UniQure edges closer to haemophilia B gene therapy OK

Dutch biotech UniQure has 12-week data for its haemophilia B gene therapy that backs up an earlier readout at six weeks, and keeps the pressure on rival Spark Therapeutics.

The updated results from a phase 2b study of AMT-061 showed sustained increases in Factor IX (FIX) clotting factor levels in all three patients dosed with the gene therapy, with an average boost of 38% and one patient showing a 51% rise. All three patients had severe haemophilia with FIX levels of less than 1% at enrolment.

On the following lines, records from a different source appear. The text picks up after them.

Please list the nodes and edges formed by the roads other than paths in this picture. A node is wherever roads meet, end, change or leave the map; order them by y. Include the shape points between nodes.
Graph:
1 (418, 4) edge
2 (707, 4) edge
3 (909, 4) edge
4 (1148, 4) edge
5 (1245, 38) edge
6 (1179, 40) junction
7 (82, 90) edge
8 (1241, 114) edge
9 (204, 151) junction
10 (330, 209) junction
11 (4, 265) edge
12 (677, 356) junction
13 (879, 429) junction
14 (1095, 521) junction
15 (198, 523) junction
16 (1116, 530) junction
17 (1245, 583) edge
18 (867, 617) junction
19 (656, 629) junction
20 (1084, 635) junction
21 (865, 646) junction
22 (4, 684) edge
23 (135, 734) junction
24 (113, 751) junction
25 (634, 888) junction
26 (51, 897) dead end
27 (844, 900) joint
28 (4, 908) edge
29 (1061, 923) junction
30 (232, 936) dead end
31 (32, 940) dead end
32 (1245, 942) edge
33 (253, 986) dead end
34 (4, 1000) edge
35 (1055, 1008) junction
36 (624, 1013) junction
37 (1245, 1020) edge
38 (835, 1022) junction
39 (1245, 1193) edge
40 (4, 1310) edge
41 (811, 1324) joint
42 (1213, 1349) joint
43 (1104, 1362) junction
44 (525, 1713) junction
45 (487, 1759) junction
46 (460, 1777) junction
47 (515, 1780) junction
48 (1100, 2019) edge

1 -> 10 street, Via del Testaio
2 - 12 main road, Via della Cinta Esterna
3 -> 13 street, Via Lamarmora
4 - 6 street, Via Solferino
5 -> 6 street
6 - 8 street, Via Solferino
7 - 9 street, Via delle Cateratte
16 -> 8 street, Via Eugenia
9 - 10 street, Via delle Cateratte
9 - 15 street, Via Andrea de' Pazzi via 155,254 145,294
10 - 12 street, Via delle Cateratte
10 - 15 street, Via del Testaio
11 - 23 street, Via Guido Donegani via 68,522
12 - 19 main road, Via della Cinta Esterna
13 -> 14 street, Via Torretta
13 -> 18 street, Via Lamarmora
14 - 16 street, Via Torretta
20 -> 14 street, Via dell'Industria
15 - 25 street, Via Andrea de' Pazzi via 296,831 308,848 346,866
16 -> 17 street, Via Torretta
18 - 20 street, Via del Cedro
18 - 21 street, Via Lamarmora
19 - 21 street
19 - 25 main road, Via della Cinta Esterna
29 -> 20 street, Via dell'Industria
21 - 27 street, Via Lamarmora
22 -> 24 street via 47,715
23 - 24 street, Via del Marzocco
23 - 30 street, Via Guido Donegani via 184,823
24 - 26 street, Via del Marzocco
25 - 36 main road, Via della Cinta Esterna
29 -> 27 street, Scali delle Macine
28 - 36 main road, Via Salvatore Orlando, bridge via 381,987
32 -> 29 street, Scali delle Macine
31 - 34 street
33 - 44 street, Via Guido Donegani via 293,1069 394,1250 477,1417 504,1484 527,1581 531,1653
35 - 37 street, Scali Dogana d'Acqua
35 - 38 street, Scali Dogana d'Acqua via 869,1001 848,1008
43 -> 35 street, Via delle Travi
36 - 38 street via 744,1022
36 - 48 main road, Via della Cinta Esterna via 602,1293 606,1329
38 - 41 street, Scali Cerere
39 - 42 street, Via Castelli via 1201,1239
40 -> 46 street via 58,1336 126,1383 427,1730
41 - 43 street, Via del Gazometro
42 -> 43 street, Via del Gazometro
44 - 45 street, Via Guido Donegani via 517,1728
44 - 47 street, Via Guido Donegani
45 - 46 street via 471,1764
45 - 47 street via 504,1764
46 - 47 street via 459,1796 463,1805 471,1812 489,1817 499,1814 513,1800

UniQure thinks spontaneous bleeds decrease substantially when FIX activity is above 12% of normal, so with all three subjects in the study comfortably topping that level the results suggest AMT-061 should allow patients to reduce their use of recombinant FIX products. No patient suffered a bleed or needed FIX replacement therapy during the 12-week trial period, and importantly the results showed no sign that the efficacy of the therapy as tailing off.

UniQure has been vying to bring an effective haemophilia B therapy to market with Spark and partner Pfizer for some time, but suffered a setback when an earlier version of its candidate (AMT-060) failed to show enough potency in early testing. It subsequently swapped over to a new Factor IX construct – called Padua – that seems to have solved the potency issue. Spark/Pfizer’s SPK-9001 (fidanacogene elaparvovec) is also based on the Padua variant.

With AMT-061 and SPK-9001 both in phase 3 testing on the strength of proof-of-concept data, prospects are looking increasingly good of a one-shot therapy becoming available that could free patients from at least some of the regulator injections of FIX products they currently need to prevent breakthrough bleeding episodes.

According to the clinicaltrials.gov database, UniQure’s phase 3 trial – called HOPE-B – started recruiting its first patients last year and is due to start dosing this qyarter, with results expected in March 2020. Meanwhile, Pfizer and Spark’s phase 3 trial is due to read out in December of that year.

That gives UniQure a shot at being first to market, and the positive results sparked a 10% increase in its share price ahead of the weekend. Also in the hunt is UK-German biotech Freeline, which reported preliminary data from a phase 1/2 trial of its FLT180a candidate at last year’s American Society of Haematology (ASH) meeting

“We are extremely pleased with these updated data,” said UniQure’s chief medical officer Robert Gut (pictured below).

“The study demonstrates AMT-061 has the potential to increase FIX activity into the normal range and continues to be very well tolerated, with no serious adverse events reported and no patients requiring any immunosuppression therapy,” he added.